Variables can be characterized by the sextuple of attributes: name, address,
value, type, lifetime, and scope.
Aliases are two or more variables bound to the same storage address. They
are regarded as detrimental to reliability but are difficult to eliminate entirely
from a language.
Binding is the association of attributes with program entities. Knowledge of
the binding times of attributes to entities is essential to understanding the
semantics of programming languages. Binding can be static or dynamic. ​Declarations, either explicit or implicit, provide a means of specifying the
static binding of variables to types. In general, dynamic binding allows
greater flexibility but at the expense of readability, efficiency, and reliability.
Scalar variables can be separated into four categories by considering their
lifetimes: static, stack dynamic, explicit heap dynamic, and implicit heap
dynamic.
Static scoping is a central feature of ALGOL 60 and some of its descendants.
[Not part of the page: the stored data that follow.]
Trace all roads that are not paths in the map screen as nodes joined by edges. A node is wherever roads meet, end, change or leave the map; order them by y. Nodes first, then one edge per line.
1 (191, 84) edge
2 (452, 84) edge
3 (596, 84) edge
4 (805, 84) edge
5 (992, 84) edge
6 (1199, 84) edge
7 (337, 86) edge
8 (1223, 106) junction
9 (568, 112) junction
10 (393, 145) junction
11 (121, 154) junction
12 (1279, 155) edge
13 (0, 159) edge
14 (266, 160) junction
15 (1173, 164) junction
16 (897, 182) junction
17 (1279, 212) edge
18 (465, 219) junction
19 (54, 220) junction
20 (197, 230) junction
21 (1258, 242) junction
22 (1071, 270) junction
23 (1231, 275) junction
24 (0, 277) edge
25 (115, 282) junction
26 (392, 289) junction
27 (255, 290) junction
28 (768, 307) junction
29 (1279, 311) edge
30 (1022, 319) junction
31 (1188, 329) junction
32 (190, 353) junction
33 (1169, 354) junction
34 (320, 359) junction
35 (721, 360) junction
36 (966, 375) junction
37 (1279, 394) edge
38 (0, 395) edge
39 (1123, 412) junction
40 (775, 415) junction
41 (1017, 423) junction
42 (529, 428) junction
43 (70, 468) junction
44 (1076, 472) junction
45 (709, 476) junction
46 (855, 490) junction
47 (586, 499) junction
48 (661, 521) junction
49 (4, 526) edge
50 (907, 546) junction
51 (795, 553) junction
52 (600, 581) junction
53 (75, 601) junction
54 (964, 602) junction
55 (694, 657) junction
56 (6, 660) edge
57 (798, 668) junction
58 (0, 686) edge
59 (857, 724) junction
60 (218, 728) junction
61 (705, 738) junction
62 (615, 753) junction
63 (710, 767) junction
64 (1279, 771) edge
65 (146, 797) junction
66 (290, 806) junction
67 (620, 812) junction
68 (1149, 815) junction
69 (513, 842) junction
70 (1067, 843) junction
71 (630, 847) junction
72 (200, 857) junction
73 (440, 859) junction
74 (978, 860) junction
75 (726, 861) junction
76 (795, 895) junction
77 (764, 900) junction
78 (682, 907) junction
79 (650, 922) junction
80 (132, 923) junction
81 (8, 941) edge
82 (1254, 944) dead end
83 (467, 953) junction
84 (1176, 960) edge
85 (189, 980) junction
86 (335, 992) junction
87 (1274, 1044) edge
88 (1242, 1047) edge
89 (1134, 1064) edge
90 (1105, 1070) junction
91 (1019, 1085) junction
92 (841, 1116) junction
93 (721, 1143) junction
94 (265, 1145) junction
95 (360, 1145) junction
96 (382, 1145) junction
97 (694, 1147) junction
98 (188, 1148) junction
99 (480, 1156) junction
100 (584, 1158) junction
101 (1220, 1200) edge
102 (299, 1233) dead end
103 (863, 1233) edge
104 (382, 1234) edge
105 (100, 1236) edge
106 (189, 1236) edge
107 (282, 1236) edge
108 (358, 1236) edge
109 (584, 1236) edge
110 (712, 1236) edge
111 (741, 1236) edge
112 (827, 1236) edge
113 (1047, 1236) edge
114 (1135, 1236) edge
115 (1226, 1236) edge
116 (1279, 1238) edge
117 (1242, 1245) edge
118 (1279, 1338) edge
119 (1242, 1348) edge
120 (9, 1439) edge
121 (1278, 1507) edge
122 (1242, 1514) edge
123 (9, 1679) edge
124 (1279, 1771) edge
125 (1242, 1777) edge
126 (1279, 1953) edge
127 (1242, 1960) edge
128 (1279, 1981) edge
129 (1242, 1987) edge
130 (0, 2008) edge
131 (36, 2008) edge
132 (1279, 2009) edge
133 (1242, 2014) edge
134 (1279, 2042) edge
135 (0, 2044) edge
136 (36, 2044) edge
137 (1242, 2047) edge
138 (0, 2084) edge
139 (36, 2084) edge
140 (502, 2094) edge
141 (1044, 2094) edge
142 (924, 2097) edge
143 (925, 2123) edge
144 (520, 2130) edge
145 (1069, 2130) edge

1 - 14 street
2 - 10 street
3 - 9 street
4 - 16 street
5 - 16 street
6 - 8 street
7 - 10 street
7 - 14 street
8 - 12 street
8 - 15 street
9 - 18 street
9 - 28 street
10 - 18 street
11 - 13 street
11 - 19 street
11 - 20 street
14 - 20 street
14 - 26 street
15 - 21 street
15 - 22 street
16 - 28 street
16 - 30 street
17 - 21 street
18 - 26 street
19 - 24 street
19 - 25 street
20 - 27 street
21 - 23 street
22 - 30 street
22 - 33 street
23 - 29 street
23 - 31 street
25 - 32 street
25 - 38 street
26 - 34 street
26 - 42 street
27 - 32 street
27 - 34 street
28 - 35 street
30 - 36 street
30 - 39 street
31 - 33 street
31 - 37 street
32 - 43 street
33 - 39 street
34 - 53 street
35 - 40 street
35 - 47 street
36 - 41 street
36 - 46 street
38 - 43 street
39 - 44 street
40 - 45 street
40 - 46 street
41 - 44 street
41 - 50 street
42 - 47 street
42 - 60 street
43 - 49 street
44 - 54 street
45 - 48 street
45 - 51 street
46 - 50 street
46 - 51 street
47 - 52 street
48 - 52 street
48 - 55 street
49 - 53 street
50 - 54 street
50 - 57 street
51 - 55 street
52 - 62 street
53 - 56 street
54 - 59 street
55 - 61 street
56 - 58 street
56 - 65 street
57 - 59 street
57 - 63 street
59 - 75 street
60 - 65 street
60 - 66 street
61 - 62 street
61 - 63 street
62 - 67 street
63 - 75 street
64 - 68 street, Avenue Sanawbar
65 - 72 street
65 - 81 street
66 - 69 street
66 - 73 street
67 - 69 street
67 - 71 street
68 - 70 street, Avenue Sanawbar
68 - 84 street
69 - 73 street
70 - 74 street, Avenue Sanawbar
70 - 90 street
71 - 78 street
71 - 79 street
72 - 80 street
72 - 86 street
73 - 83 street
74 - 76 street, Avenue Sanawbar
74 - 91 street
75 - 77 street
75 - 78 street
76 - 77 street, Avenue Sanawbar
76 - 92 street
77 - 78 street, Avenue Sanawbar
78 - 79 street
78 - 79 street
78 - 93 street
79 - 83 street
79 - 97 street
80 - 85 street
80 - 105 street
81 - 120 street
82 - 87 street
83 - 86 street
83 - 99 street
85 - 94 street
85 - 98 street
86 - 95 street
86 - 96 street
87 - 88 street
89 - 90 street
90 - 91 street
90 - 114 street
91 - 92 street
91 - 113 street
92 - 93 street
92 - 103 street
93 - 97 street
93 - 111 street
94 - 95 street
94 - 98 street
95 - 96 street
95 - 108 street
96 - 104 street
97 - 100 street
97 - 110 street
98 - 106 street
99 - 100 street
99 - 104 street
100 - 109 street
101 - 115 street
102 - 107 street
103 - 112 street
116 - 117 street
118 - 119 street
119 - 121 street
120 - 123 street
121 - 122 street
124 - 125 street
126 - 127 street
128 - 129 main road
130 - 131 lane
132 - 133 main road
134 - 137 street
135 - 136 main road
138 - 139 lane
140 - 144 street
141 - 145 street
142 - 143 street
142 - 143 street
It provides a simple, reliable, and efficient method of allowing visibility of
nonlocal variables in subprograms. Dynamic scoping provides more
flexibility than static scoping but, again, at the expense of readability,
reliability, and efficiency.
Most functional languages allow the user to create local scopes with let
constructs, which limit the scope of their defined names.
The referencing environment of a statement is the collection of all of the
variables that are visible to that statement.
Named constants are simply variables that are bound to values only once.